Samuel told all the words of the LORD to the people who were asking him for a king. He said, “This is what the king who will reign over you will claim as his rights: He will take your sons and make them serve with his chariots and horses, and they will run in front of his chariots. Some he will assign to be commanders of thousands and commanders of fifties, and others to plow his ground and reap his harvest, and still others to make weapons of war and equipment for his chariots. He will take your daughters to be perfumers and cooks and bakers. He will take the best of your fields and vineyards and olive groves and give them to his attendants. He will take a tenth of your grain and of your vintage and give it to his officials and attendants. Your male and female servants and the best of your cattle and donkeys he will take for his own use. He will take a tenth of your flocks, and you yourselves will become his slaves. When that day comes, you will cry out for relief from the king you have chosen, but the LORD will not answer you in that day.”

But the people refused to listen to Samuel. “No!” they said. “We want a king over us. Then we will be like all the other nations, with a king to lead us and to go out before us and fight our battles.”

When Samuel heard all that the people said, he repeated it before the LORD. The LORD answered, “Listen to them and give them a king.”

Then Samuel said to the Israelites, “Everyone go back to your own town.”

Samuel a judge/prophet
His sons did evil in Samuel’s eyes
Samuel takes the rejection personally
God adjusts his perspective
Gideon had said asking for a king was sin in

The Israelites said to Gideon, “Rule over us—you, your son and your grandson—because you have saved us from the hand of Midian.”

But Gideon told them, “I will not rule over you, nor will my son rule over you. The LORD will rule over you.”

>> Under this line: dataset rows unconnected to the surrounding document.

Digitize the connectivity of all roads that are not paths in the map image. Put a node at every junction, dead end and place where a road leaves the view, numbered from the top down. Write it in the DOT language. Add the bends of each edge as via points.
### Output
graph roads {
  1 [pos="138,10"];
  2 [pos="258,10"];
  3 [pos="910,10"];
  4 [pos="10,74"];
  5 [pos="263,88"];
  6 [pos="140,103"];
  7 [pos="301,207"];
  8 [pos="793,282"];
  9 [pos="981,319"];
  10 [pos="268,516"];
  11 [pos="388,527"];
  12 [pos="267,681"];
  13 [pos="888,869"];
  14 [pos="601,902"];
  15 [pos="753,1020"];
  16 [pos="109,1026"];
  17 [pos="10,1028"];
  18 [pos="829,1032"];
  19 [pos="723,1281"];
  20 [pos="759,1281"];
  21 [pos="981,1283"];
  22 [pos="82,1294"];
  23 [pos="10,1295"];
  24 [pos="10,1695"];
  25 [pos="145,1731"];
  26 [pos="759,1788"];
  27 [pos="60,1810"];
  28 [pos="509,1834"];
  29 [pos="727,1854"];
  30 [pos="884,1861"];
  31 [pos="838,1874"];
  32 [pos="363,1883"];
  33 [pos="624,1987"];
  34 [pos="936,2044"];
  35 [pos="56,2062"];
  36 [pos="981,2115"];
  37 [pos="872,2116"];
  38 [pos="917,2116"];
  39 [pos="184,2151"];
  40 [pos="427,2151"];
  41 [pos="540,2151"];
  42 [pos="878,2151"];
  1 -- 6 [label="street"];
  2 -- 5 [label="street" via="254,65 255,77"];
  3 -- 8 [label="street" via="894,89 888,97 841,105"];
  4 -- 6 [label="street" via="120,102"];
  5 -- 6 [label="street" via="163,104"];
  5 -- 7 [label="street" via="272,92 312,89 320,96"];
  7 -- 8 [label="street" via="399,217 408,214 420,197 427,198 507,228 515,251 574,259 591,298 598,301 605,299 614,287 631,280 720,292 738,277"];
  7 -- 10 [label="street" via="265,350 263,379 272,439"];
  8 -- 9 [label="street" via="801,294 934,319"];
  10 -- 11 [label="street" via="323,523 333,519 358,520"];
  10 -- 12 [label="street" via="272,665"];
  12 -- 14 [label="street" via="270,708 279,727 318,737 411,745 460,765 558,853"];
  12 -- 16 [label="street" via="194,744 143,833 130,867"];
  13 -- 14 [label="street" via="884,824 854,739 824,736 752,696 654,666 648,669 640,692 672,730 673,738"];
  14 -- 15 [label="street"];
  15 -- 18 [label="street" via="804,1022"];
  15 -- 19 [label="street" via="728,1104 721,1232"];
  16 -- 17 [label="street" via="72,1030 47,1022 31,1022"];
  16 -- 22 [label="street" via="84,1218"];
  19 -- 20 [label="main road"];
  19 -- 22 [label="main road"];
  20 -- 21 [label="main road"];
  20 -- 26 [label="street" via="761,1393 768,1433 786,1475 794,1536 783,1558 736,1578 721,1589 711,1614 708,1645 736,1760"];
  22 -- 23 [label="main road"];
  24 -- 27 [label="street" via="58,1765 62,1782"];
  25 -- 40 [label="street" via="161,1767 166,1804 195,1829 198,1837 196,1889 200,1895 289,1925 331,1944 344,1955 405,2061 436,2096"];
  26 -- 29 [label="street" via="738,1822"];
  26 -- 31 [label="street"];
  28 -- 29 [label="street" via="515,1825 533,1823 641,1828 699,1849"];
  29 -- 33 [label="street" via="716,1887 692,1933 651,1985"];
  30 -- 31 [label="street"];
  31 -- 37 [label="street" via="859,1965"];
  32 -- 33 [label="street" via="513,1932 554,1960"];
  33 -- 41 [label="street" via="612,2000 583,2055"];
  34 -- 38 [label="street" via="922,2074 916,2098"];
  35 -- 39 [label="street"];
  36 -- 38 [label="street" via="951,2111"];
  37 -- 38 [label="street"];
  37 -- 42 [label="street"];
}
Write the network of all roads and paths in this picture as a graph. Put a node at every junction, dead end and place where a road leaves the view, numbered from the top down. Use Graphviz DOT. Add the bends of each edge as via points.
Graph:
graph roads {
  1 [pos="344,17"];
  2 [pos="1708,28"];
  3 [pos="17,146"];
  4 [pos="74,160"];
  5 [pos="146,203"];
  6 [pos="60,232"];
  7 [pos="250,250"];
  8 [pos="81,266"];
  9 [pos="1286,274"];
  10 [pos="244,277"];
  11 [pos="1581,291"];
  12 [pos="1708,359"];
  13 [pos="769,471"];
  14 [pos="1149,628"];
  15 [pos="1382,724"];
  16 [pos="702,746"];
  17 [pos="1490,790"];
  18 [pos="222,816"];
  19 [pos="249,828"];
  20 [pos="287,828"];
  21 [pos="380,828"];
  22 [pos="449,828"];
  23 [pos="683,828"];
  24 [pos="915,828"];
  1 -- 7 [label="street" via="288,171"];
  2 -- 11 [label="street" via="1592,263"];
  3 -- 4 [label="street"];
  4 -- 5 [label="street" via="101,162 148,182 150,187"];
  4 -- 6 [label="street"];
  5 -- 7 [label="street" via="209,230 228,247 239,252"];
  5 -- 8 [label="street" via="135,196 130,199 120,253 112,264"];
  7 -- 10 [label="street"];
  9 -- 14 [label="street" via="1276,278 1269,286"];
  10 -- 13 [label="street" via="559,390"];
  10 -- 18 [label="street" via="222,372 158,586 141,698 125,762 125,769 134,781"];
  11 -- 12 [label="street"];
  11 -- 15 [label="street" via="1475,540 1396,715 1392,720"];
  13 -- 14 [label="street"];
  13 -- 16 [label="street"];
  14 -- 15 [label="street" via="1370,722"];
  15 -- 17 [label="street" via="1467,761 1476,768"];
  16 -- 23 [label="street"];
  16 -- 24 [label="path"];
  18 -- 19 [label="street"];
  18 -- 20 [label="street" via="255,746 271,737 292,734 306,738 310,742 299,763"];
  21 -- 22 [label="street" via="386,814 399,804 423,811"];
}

“Take...” Kingship would be an invasive institution and it would constitute a heavy burden upon the people.
Crying out to God about the kingship would happen particularly during Solomon’s reign. There was an unbelievable amount of forced labor, Canaanites AND Israelites. The prophets called Solomon out in particular about the enslaving of Israelites.


We are an insecure people
We can be secure in God’s kingship
The people of God have always been a monarchy.
The King was responsible for exercising justice and righteousness.
We can perform the ritual of being righteous and not consider God as king
The problem is, human kings have always found themselves at a deficit when it comes to justice and righteousness.
Whose kingdom are we building?
That’s why God told them what he did when it came to what a king would do to them. He knew the people would eventually see that humanity couldn’t bring justice and righteousness the way God could. That was the ultimate undoing of the people of God.
The lordship of our life is indicated by the way we choose to live our life, what our priorities are.
Do we trust God to bring justice and righteousness?
So much so that the people of God would be very conscious of their allegiance and behavior?
Self sufficiency (God is God as long as we can do it ourselves, but the moment we need him we aren’t sure and don’t like to owe him anything)
Who is sitting on God’s throne? Is it us trying to make something happen? To bring justice and righteousness our own way? Or have we put some other human there to lead us into justice and righteousness?
How radical is our desire for God’s justice and righteousness? The kind of justice and righteousness that comes from a heart of perfect love for mankind?
Is it so radical that we would do anything and everything to see it come to reality?
What would Gods’ justice and righteousness look like in the most tense places in our culture and community?
Where would God’s justice and righteousness make us very uncomfortable and aware?